Fabrication and characterization of phosphoinositide containing asymmetric vesicles in physiological salt.

Phosphoinositide (PIPs) lipids mediate a broad range of physiological functions by attracting proteins at specific time points to distinct cellular sites. Many of these processes are associated with the local accumulation of PIPs and PIP/protein signaling platform formation. Studies aimed at determining the physicochemical underpinnings of PIP domain formation have been limited to model systems that exhibited the same lipid composition in both bilayer leaflets. However, biological membranes are asymmetric, and it is desirable to develop an experimental approach that allows for the fabrication of lipid model systems with a non-symmetric lipid bilayer, i.e., a membrane mimic that exhibits a PIP containing lipid mixture in one leaflet and a different lipid composition in the opposing leaflet. We adapted the previously introduced hemifusion method for the fabrication of asymmetric Giant Unilamellar Vesicles (aGUVs) for the fabrication of aGUVs with phosphatidylinositol-(4,5)-bisphosphate (PI(4,5)P₂) in a physiological ionic strength buffer solution.
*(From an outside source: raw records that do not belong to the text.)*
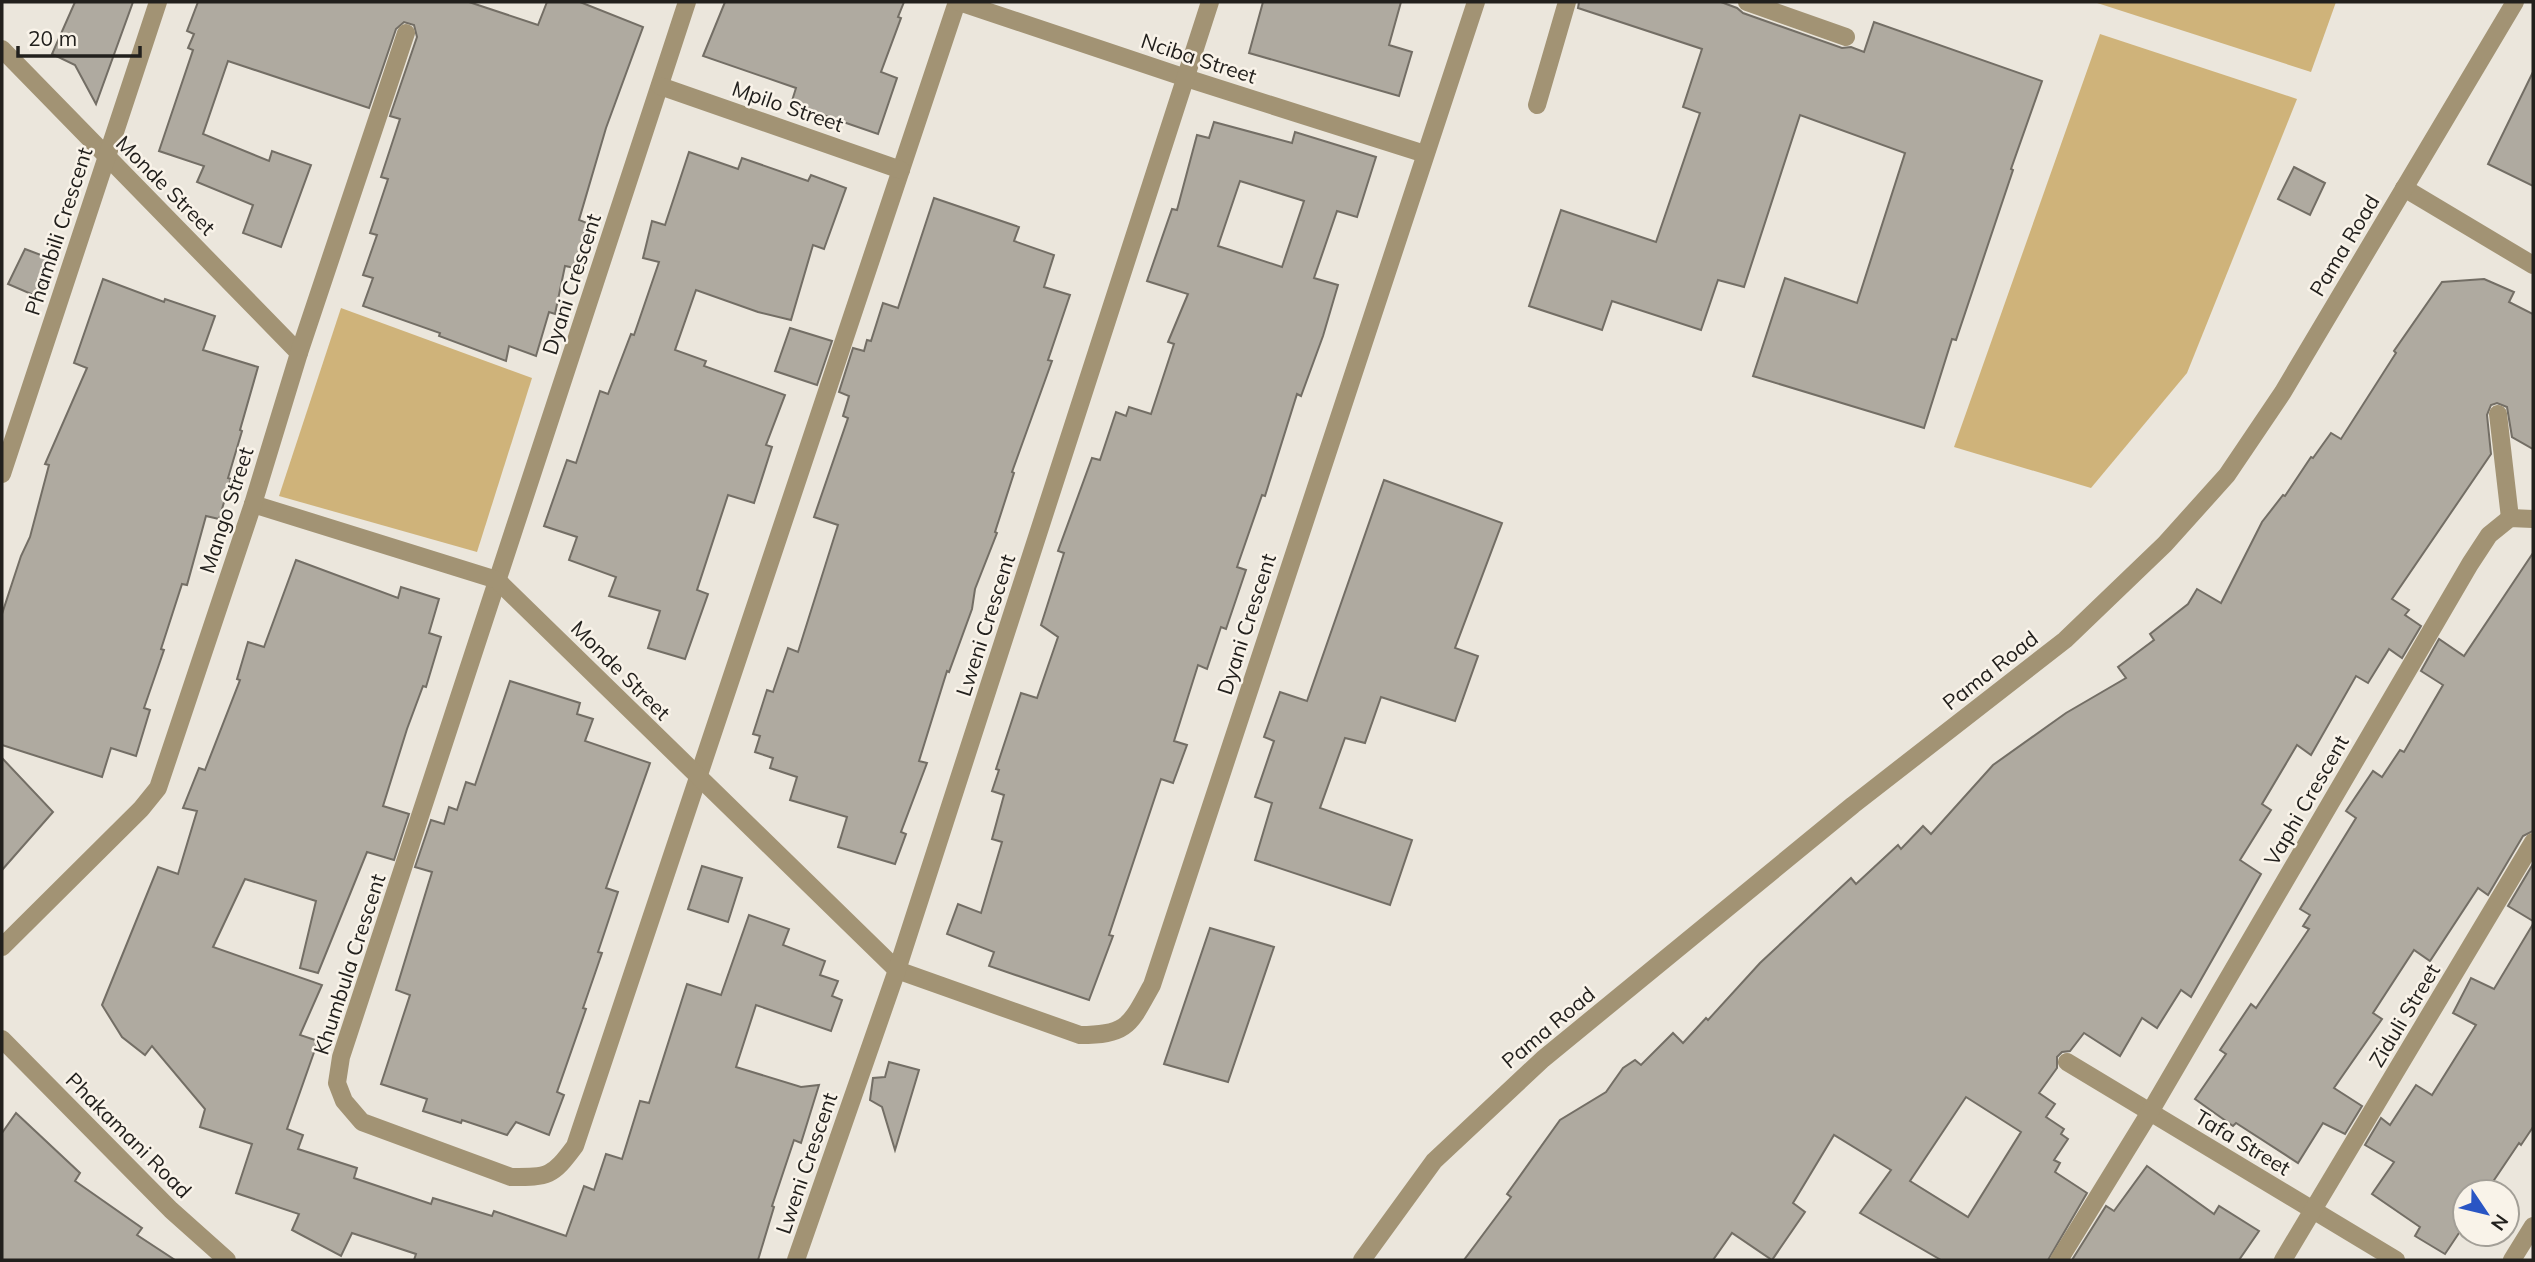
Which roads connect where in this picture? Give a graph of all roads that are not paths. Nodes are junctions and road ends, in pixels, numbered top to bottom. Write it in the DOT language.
graph roads {
  1 [pos="158,2"];
  2 [pos="687,2"];
  3 [pos="958,2"];
  4 [pos="1210,2"];
  5 [pos="1476,2"];
  6 [pos="1567,2"];
  7 [pos="1747,2"];
  8 [pos="2515,2"];
  9 [pos="406,33"];
  10 [pos="1846,37"];
  11 [pos="2,49"];
  12 [pos="1186,78"];
  13 [pos="660,86"];
  14 [pos="1538,105"];
  15 [pos="1425,154"];
  16 [pos="106,158"];
  17 [pos="901,170"];
  18 [pos="2404,188"];
  19 [pos="2533,265"];
  20 [pos="299,353"];
  21 [pos="2498,414"];
  22 [pos="2,474"];
  23 [pos="253,505"];
  24 [pos="2510,518"];
  25 [pos="2533,519"];
  26 [pos="497,580"];
  27 [pos="698,778"];
  28 [pos="2533,842"];
  29 [pos="2,947"];
  30 [pos="897,970"];
  31 [pos="2,1039"];
  32 [pos="2067,1062"];
  33 [pos="2150,1112"];
  34 [pos="2313,1210"];
  35 [pos="2533,1226"];
  36 [pos="227,1260"];
  37 [pos="796,1260"];
  38 [pos="1362,1260"];
  39 [pos="2059,1260"];
  40 [pos="2283,1260"];
  41 [pos="2396,1260"];
  42 [pos="2512,1260"];
  1 -- 16 [label="street, Phambili Crescent"];
  2 -- 13 [label="street, Dyani Crescent"];
  3 -- 12 [label="street, Nciba Street"];
  3 -- 17 [label="street"];
  4 -- 12 [label="street, Lweni Crescent"];
  5 -- 15 [label="street, Dyani Crescent"];
  6 -- 14 [label="street"];
  7 -- 10 [label="street"];
  8 -- 18 [label="street, Pama Road"];
  9 -- 20 [label="street, Mango Street"];
  11 -- 16 [label="street, Monde Street"];
  12 -- 15 [label="street, Nciba Street"];
  12 -- 30 [label="street, Lweni Crescent"];
  13 -- 17 [label="street, Mpilo Street"];
  13 -- 26 [label="street, Dyani Crescent"];
  15 -- 30 [label="street, Dyani Crescent"];
  16 -- 20 [label="street, Monde Street"];
  16 -- 22 [label="street, Phambili Crescent"];
  17 -- 27 [label="street"];
  18 -- 19 [label="street"];
  18 -- 38 [label="street, Pama Road"];
  20 -- 23 [label="street, Mango Street"];
  21 -- 24 [label="street"];
  23 -- 26 [label="street, Monde Street"];
  23 -- 29 [label="street, Mango Street"];
  24 -- 25 [label="street"];
  24 -- 33 [label="street, Vaphi Crescent"];
  26 -- 27 [label="street, Monde Street"];
  26 -- 27 [label="street, Khumbula Crescent"];
  27 -- 30 [label="street, Monde Street"];
  28 -- 34 [label="street, Ziduli Street"];
  30 -- 37 [label="street, Lweni Crescent"];
  31 -- 36 [label="street, Phakamani Road"];
  32 -- 33 [label="street, Tafa Street"];
  33 -- 34 [label="street, Tafa Street"];
  33 -- 39 [label="street, Vaphi Crescent"];
  34 -- 40 [label="street, Ziduli Street"];
  34 -- 41 [label="street, Tafa Street"];
  35 -- 42 [label="street"];
}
The general method involved the bivalent cation-initiated fusion of a symmetric GUV (sGUV) with solid-supported lipid bilayers, which leads to the exchange of the outer leaflet of the sGUV. We find that initiating the hemifusion with 6 mM Ca²⁺ leads to a low yield and quality of the aGUVs. We attribute this to macroscopic Ca²⁺/PI(4,5)P₂ domain formation of the solid support lipid bilayer (SLB), which leads to the interaction of the sGUVs with regions enriched in PI(4,5)P₂ (domain) and other areas that are void of the PIP lipid. Using 6 mM Mg²⁺ as the initiator instead led to an improvement in terms of yield and aGUV quality. The best results were obtained when using 1 mM Mg²⁺. We are introducing several data analysis approaches that allow for the identification of aGUVs that exhibit high quality in terms of the outer leaflet exchange and composition of the two aGUV leaflets.